→ **ACTIVITY**
Hunt for the word "Moon" across the entries below, copying each line that holds it.

##### SUPPLIED DATA

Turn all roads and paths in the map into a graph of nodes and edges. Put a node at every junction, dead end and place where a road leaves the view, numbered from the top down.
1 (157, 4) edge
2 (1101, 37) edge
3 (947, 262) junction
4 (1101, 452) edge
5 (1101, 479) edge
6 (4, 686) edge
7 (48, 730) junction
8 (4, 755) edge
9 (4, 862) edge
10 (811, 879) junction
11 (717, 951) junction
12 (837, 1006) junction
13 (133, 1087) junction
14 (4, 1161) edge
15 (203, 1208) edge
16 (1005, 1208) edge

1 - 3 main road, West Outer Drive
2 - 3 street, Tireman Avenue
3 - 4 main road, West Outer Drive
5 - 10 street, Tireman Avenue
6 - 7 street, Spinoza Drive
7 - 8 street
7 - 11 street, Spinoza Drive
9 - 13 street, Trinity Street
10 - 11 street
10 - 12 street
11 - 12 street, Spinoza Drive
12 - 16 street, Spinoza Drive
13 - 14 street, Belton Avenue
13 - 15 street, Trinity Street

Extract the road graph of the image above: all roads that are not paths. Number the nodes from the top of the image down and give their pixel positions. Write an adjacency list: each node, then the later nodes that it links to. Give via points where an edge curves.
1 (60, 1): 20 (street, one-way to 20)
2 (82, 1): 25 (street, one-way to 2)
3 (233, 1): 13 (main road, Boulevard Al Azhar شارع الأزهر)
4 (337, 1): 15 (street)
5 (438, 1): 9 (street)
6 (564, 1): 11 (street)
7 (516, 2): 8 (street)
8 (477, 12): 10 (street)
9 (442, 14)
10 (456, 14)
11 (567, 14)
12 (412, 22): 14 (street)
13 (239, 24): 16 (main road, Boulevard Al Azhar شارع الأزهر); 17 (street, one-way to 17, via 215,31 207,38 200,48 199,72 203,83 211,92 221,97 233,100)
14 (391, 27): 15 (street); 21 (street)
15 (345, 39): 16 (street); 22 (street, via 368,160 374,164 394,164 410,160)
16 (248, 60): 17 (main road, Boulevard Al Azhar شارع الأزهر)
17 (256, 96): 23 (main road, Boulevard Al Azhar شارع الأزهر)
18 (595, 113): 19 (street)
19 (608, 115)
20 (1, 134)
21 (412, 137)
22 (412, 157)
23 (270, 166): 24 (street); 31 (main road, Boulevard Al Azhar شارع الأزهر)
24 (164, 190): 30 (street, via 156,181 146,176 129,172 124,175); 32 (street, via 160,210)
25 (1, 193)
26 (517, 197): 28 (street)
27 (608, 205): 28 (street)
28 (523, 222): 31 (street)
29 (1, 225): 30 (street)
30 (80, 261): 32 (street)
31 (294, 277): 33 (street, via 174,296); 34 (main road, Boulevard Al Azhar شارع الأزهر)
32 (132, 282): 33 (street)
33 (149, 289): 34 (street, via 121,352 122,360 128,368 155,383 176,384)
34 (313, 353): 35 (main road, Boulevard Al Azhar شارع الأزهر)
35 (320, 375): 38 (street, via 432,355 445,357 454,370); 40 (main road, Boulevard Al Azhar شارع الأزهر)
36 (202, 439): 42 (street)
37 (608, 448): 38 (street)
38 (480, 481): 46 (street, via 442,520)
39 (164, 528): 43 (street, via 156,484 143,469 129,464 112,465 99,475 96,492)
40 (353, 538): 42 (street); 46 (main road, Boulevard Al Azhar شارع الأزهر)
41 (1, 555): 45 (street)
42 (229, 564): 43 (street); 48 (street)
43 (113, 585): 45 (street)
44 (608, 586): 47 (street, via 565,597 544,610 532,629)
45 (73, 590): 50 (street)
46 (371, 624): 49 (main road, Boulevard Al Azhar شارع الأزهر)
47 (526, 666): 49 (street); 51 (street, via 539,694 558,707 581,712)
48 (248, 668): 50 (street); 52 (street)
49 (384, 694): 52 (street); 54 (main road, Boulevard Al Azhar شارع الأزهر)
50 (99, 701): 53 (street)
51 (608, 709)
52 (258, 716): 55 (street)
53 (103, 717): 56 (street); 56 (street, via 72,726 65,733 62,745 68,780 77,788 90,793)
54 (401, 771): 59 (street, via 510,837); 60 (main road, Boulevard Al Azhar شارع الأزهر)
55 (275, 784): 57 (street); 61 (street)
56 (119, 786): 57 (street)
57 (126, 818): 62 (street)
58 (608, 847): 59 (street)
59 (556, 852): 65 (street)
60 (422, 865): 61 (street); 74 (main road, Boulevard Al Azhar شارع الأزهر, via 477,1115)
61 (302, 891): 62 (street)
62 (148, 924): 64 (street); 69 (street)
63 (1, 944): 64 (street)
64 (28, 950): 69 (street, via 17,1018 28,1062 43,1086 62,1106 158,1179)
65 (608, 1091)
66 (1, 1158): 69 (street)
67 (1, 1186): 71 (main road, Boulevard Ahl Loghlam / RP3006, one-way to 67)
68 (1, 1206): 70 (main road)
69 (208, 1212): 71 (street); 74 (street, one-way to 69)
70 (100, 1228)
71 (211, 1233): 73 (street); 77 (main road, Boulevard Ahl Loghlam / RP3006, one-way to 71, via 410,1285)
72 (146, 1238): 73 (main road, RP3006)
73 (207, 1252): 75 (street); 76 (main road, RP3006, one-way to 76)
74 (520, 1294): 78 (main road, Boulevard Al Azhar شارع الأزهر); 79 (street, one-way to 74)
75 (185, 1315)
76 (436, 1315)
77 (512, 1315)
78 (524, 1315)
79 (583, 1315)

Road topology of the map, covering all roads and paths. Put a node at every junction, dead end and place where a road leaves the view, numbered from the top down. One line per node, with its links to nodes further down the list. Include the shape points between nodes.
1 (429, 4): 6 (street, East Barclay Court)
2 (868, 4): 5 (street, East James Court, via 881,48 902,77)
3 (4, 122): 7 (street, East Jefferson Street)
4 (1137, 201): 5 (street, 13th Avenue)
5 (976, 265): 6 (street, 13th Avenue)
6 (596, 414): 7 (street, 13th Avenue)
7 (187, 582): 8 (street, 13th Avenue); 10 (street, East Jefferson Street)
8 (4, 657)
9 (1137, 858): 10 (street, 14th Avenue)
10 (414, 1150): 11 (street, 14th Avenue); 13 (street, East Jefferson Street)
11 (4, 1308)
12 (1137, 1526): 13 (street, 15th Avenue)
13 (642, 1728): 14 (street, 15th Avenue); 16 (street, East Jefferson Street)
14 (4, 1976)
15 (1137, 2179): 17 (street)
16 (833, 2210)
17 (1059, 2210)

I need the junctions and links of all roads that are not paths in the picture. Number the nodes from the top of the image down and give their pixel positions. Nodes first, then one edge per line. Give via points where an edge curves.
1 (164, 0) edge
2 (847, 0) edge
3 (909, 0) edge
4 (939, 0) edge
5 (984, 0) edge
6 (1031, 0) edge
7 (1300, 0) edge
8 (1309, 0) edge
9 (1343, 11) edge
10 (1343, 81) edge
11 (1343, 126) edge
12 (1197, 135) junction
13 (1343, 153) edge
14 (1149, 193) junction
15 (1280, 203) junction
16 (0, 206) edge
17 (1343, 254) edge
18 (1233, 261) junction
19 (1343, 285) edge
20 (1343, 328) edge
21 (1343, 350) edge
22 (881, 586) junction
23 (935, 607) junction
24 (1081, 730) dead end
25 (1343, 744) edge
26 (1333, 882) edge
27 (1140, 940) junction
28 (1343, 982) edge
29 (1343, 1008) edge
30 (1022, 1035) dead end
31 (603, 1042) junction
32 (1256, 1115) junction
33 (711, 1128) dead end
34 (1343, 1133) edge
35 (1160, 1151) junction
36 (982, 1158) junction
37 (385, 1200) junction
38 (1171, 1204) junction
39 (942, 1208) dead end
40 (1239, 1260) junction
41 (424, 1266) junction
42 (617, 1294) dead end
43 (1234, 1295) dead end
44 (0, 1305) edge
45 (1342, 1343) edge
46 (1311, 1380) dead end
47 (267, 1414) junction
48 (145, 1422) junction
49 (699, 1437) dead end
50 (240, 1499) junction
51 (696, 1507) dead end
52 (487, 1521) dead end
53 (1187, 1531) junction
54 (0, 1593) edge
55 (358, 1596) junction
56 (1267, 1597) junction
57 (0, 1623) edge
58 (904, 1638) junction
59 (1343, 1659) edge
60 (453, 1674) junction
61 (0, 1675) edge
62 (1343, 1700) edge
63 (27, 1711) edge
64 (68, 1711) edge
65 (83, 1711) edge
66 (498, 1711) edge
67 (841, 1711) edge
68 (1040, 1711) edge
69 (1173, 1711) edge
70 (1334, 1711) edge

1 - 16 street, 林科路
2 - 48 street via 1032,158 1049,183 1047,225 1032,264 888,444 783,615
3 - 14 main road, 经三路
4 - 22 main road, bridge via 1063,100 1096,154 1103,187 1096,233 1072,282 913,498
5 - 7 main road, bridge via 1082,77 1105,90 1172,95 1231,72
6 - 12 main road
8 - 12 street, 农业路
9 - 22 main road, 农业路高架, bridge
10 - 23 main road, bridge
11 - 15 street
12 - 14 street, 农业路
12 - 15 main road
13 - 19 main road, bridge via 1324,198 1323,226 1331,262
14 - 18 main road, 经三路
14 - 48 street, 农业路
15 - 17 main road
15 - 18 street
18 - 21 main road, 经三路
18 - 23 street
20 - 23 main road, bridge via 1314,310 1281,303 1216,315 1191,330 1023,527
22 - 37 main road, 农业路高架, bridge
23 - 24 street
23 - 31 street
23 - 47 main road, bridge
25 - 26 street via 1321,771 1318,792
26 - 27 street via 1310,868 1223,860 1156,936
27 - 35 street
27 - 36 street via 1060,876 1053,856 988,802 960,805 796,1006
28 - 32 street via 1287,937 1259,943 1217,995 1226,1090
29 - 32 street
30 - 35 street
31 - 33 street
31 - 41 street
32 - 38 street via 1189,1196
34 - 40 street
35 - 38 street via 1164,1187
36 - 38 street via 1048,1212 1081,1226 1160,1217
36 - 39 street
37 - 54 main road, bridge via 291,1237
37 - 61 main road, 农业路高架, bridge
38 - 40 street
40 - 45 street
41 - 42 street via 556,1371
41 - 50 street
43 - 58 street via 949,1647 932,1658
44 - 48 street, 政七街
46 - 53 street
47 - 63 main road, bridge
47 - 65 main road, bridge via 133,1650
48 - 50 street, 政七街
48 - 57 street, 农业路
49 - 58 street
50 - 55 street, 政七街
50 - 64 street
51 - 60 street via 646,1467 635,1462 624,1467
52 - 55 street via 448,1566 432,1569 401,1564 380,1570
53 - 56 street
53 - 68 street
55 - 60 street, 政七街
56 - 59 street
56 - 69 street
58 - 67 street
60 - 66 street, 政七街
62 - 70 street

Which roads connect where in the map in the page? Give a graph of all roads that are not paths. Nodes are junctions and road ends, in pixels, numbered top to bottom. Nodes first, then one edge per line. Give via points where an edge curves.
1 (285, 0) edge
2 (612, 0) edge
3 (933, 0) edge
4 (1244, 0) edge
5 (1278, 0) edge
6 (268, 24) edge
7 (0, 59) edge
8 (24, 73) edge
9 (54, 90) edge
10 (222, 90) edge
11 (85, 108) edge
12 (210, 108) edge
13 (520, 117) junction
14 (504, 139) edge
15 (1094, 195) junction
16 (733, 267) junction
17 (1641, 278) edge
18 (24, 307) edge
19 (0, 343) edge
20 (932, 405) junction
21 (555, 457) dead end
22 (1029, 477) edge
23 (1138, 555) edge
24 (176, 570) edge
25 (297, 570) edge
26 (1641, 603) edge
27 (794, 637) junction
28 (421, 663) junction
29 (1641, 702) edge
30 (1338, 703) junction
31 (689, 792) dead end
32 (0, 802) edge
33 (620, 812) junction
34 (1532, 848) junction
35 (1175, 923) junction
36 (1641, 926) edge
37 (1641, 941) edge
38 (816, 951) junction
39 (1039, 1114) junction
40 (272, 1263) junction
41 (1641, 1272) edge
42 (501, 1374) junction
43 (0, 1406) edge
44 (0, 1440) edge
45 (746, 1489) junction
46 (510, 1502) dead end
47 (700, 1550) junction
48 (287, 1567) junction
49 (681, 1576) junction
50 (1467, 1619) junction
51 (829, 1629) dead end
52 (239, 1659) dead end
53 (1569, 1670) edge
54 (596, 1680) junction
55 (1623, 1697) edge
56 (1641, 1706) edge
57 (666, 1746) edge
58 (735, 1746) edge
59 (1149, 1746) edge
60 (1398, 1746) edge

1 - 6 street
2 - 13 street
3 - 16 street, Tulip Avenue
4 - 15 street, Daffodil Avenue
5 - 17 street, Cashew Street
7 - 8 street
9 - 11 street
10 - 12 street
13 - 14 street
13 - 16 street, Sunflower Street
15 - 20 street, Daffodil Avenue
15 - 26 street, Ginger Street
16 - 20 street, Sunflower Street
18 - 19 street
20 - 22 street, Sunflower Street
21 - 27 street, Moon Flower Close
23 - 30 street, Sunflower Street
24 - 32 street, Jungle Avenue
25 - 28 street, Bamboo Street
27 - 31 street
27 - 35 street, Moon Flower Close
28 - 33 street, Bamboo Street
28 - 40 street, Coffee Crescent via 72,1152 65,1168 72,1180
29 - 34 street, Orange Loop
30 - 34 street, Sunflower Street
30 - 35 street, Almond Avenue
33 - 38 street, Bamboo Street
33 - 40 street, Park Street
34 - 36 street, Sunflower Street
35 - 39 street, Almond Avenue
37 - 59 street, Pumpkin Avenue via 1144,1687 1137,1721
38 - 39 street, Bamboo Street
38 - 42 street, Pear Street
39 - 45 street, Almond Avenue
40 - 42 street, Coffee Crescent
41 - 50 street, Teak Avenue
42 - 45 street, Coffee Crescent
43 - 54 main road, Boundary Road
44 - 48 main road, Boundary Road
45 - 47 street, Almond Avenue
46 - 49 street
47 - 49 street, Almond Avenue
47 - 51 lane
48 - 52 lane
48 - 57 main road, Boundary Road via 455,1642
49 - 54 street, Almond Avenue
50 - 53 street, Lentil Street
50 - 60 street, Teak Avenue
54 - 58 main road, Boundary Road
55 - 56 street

##########

→ **EXERCISE OUTPUT**
21 - 27 street, Moon Flower Close
27 - 35 street, Moon Flower Close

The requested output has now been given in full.